Em virtude do concurso da Caixa Econômica Federal, previsto no Edital 01/2024/NS, o Conselho Regional de Engenharia e Agronomia do Rio (Crea-RJ) informa que houve um aumento de mais de 300% nos pedidos de Certidões de Acervo Técnico junto ao Conselho, nos últimos dias. Essa demanda excepcional resultou em dificuldades na liberação dos documentos. Entretanto, mais de 80% dos pedidos já foram atendidos pelo Crea-RJ, que está empenhado em responder a todas as solicitações o mais brevemente possível. Além da enorme demanda – que surgiu por causa do concurso – esta gestão do Crea-RJ já constatou a defasagem tecnológica dos Sistemas de Informação da Autarquia.

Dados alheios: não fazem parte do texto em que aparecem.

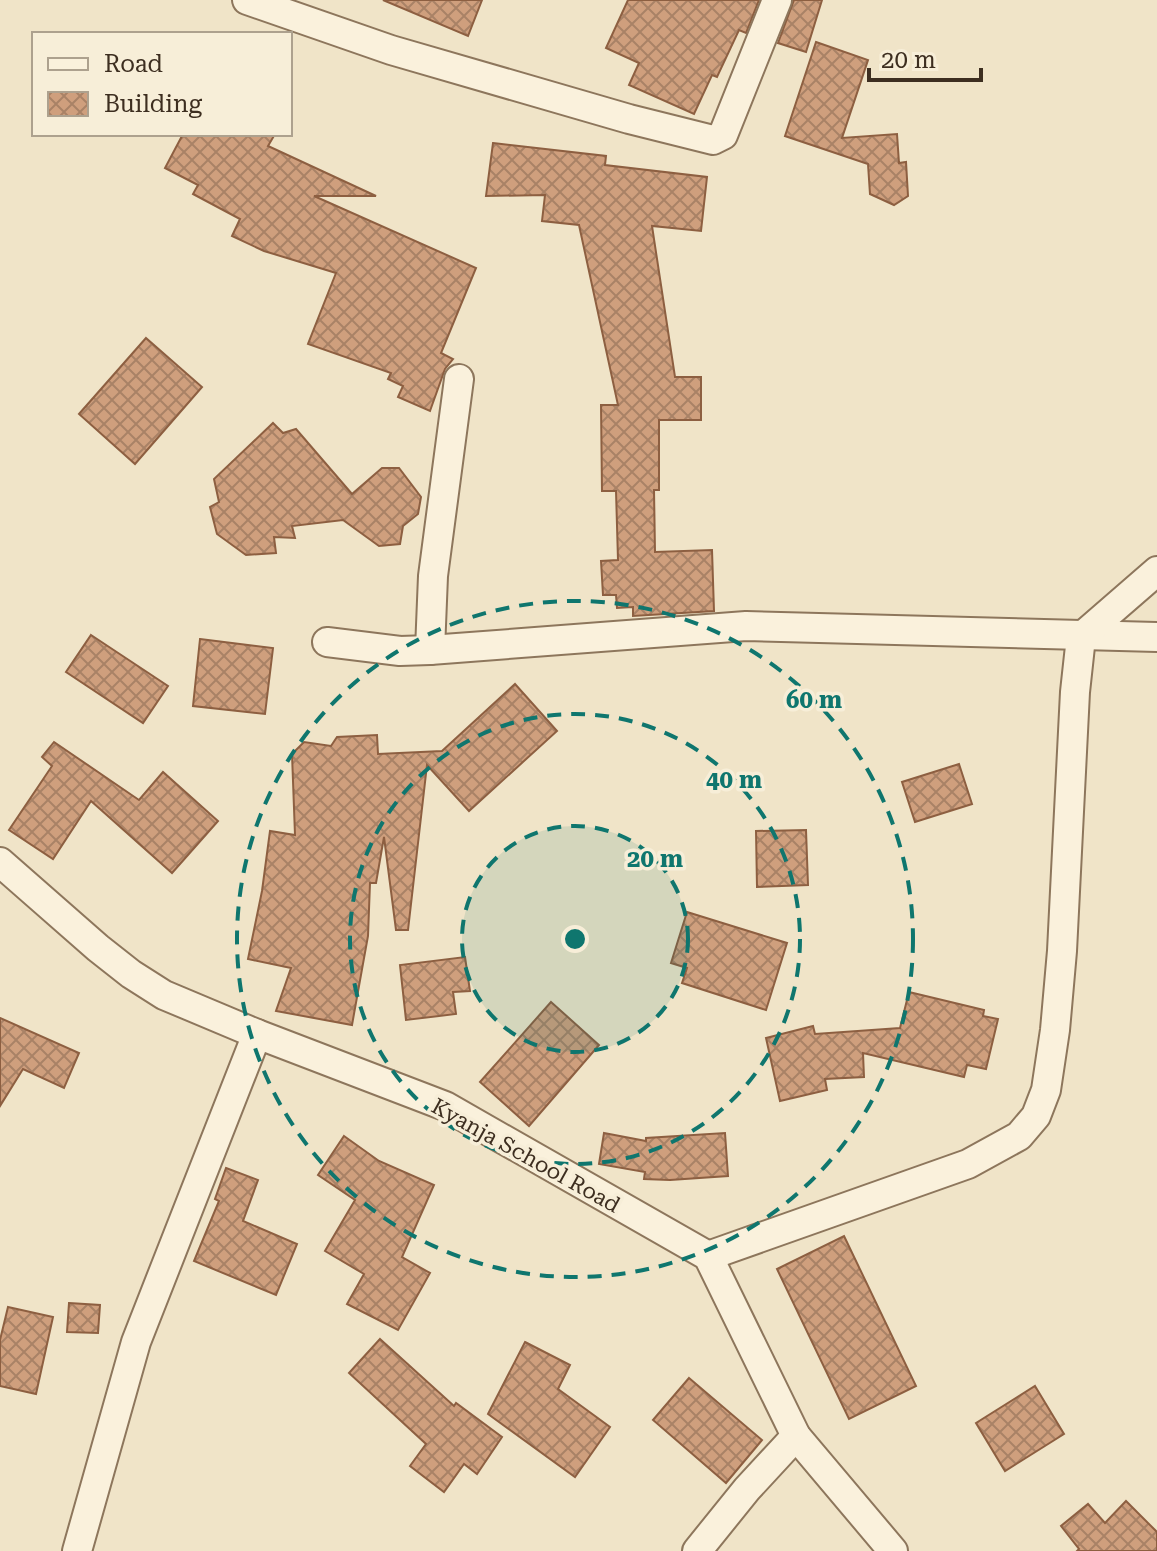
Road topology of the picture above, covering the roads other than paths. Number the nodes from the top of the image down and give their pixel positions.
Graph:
1 (247, 0) edge
2 (777, 0) edge
3 (459, 379) dead end
4 (1157, 571) edge
5 (1081, 637) junction
6 (1157, 637) edge
7 (327, 642) dead end
8 (430, 650) junction
9 (0, 862) edge
10 (257, 1034) junction
11 (708, 1256) junction
12 (796, 1436) junction
13 (77, 1551) edge
14 (697, 1551) edge
15 (893, 1551) edge

1 - 2 street
3 - 8 street
4 - 5 street
5 - 6 street
5 - 8 street
5 - 11 street
7 - 8 street
9 - 10 street, Kyanja School Road
10 - 11 street, Kyanja School Road
10 - 13 street
11 - 12 street
12 - 14 street
12 - 15 street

Com isso a área de Tecnologia da Informação já está planejando a evolução dos processos de tecnologia internos, visando alcançar maior disponibilidade, estabilidade e segurança das informações. Em contrapartida, o Crea-RJ está oficiando a Caixa Econômica, solicitando a ampliação do prazo do edital do concurso e que a estatal aceite também o protocolo de solicitação de certidões, feito pelo candidato, para que o certame possa atender o maior número possível de profissionais.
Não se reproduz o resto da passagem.